= Toyo Eiwa University =

Private Christian university in Midori-ku, Yokohama, Kanagawa Prefecture, Japan

Toyo Eiwa University (東洋英和女学院大学, Tōyō Eiwa Jogakuin Daigaku) is a private Christian university in Midori-ku, Yokohama, Kanagawa Prefecture, Japan. Established in 1989, it is part of the Toyo Eiwa Jogakuin founded in 1884 by Canadian missionary Martha J. Cartmell.

==Academics==
Toyo Eiwa has two faculties: Human Sciences and Social Sciences. In the former are the departments of Human Sciences and of Human Welfare. The latter has two departments: Social Sciences and International Communication.
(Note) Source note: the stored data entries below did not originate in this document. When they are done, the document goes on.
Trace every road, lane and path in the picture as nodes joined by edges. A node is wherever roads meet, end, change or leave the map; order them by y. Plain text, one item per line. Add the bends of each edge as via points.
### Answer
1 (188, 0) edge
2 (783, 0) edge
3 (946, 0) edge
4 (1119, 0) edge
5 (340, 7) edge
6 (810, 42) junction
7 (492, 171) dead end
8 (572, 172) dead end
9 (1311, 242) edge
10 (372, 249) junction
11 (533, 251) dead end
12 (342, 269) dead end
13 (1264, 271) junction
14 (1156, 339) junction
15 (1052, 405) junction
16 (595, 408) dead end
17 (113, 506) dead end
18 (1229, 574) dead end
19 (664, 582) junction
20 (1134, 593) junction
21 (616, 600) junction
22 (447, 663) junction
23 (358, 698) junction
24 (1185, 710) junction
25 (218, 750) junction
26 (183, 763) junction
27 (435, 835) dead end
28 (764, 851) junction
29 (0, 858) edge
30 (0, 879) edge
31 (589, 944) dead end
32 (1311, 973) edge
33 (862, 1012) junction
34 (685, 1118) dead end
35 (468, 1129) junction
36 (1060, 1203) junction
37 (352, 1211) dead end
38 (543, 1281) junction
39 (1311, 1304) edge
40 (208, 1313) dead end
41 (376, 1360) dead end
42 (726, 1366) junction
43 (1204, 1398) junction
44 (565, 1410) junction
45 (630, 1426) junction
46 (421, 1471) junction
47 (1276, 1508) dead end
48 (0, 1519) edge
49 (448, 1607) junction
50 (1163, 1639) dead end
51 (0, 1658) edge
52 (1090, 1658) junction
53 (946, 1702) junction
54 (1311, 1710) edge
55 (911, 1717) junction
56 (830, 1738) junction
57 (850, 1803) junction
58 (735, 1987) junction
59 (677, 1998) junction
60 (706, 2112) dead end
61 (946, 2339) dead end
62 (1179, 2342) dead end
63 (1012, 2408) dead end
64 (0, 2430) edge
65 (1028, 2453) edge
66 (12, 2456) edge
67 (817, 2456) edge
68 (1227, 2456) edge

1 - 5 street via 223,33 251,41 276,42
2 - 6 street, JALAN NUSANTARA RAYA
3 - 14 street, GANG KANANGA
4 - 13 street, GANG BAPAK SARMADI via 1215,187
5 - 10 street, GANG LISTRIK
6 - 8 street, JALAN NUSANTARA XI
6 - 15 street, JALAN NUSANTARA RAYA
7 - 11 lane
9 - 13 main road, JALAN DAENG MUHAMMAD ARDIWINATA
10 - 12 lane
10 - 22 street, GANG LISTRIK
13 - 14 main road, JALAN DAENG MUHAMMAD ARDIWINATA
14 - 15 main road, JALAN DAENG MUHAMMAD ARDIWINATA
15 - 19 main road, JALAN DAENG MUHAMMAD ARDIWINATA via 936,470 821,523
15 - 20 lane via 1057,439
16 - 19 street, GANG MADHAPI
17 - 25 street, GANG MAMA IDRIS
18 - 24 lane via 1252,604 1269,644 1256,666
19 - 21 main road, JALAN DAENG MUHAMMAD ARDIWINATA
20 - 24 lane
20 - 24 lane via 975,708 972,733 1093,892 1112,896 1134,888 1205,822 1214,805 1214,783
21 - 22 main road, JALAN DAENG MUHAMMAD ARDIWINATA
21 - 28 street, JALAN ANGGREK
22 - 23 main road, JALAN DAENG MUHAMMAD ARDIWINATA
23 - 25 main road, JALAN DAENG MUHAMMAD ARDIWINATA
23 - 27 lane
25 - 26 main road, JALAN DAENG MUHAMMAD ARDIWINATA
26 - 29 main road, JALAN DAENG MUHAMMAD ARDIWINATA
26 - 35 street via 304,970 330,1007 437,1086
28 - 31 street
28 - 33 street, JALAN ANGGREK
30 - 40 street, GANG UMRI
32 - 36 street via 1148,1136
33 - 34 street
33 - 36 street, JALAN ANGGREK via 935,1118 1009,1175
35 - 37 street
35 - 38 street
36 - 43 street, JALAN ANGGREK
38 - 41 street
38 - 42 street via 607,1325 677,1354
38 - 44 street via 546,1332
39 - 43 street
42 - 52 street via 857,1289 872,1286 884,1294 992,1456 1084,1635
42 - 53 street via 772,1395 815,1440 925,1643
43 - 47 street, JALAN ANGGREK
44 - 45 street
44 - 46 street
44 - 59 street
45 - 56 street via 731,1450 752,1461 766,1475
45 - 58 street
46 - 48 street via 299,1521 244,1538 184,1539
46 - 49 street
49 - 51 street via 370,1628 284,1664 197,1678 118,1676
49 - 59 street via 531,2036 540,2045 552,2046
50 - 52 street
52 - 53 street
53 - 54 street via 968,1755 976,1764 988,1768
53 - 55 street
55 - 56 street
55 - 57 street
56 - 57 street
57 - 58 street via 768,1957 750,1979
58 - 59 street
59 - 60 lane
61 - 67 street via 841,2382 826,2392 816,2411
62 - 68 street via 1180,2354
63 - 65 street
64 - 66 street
Features of Toyo Eiwa's curriculum include the freshman seminar and interdisciplinary lectures, open to all students. The university offers instruction in foreign languages, including English, and requires information-science courses. Overseas study is facilitated by agreements with Smith College and Duke University in the United States and summer English programs at Mount Allison University in Canada and Stanford University in the United States. In addition, Toyo Eiwa admits Japanese students who are returning or have returned from overseas, and students of other nationalities.

Toyo Eiwa has a graduate school, tailored to working men and women.

==Grade school==
Toyo Eiwa Jogakuin, affiliated with Toyo Eiwa Women's University, educates from the elementary school to the university level. It is in Roppongi in Tokyo from the elementary school to the high school.